BANJARMASIN, Kalimantanlive.com – Penjabat Gubernur Kalsel Safrizal ZA mengirim surat ke Menteri Kesehatan untuk minta kuota tambahan pasokan oksigen rumah sakit di Kalimantan Selatan untuk mengantisipasi terjadinya lonjakan pasien Covid-19.
Permintaan tersebut disampaikan Safrizal dalam surat bernomor 440/3276/FM.2/Dinkes, tertanggal 23 Juli 2021, perihal : Mohon Kuota Tambahan Oksigen.
BACA JUGA :
PPKM Tahap IV di Kota Banjarmasin, Ketua DPRD Kalsel Supian HK Ingatkan Petugas Jangan Arogan
BACA JUGA:
Bupati Banjar Saidi Mansyur Siapkan Kemungkinan Berlakukan PPKM, Susul Banjarmasin dan Banjarbaru
Berikut secara lengkap isi suratnya :
Sehubungan dengan lonjakan kasus positif Covid-19 di Kalsel, dimana kebutuhan oksigen di rumah sakit di Kalimantan Selatan melonjak tajam, dari kemampuan persediaan oksigen selama 5-7 hari menjadi hanya mampu persedian 2-3 hari.
Berkaitan dengan hal tersebut, mohon Bapak Menteri Kesehatan memberikan kuota tambahan oksigen untuk RS di Kalsel.
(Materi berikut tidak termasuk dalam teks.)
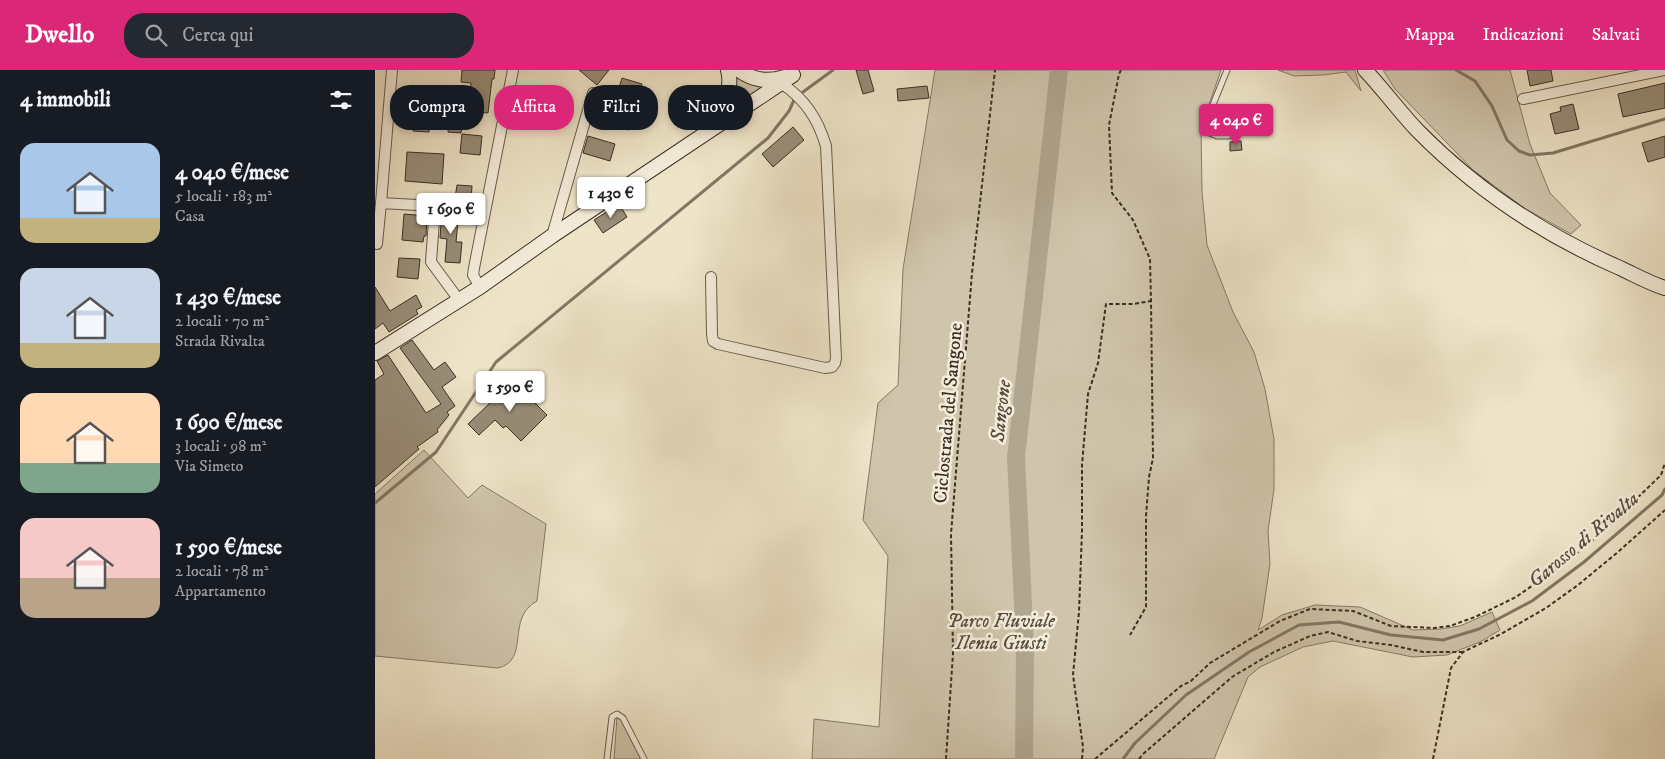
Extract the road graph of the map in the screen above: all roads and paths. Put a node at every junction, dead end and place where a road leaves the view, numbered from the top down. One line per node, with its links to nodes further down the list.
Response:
1 (392, 70): 16 (street)
2 (513, 70): 20 (street)
3 (728, 70): 14 (street)
4 (739, 70): 9 (street)
5 (995, 70): 33 (path, Ciclostrada del Sangone)
6 (1121, 70): 23 (path)
7 (1227, 70): 15 (lane)
8 (1665, 70): 12 (street)
9 (797, 73): 11 (street)
10 (1369, 73): 21 (street)
11 (781, 83): 14 (street); 19 (street)
12 (1523, 99)
13 (584, 124): 17 (street)
14 (702, 136): 17 (street)
15 (1229, 136)
16 (381, 203): 18 (street); 22 (street)
17 (552, 236): 20 (street)
18 (377, 244)
19 (711, 277)
20 (479, 287): 22 (street)
21 (1665, 288)
22 (459, 300): 24 (street)
23 (1151, 301): 29 (path); 34 (path)
24 (375, 353)
25 (1665, 463): 26 (path)
26 (1661, 474): 27 (path); 35 (path)
27 (1665, 477)
28 (1665, 510): 30 (path)
29 (1130, 635)
30 (1463, 652): 36 (path); 37 (path)
31 (607, 759): 32 (lane)
32 (645, 759)
33 (946, 759)
34 (1082, 759)
35 (1095, 759)
36 (1139, 759)
37 (1433, 759)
Adapun rincian pemakaian oksigen perhari untuk 24 rumah sakit, terlampir.
Sebelumnya sejumlah rumah sakit di Kalsel seperti RS Ratu Zalecha Martapura, RS Idaman Banjarbaru semapt mengalami kekurangan stok oksigen.

Direktur RS Ratu Zalecha dr H Tofik Norman Hidayat pada 26 Juli 2021 bahkan mengumumkan untuk sementara tak menerima pasien baru rawat inap yang memerlukan oksigen, sampai ada pengumuman selanjutnya.
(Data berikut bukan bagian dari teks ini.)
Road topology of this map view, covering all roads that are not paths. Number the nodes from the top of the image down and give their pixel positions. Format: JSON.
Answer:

Kendati, RSUD Ratu Zalecha bukan rujukan pasien Covid-19, ruangan isolasi yang disediakan manajemen 28 tempat tidur dimaksimalkan menjadi 34 tempat tidur.
Ruangan VIP Intan Banjar di RSUD Ratu Zalecha dipenuhi pasien terkonfirmasi positif Covid-19 yang tengah menjalani isolasi luar dan isolasi dalam.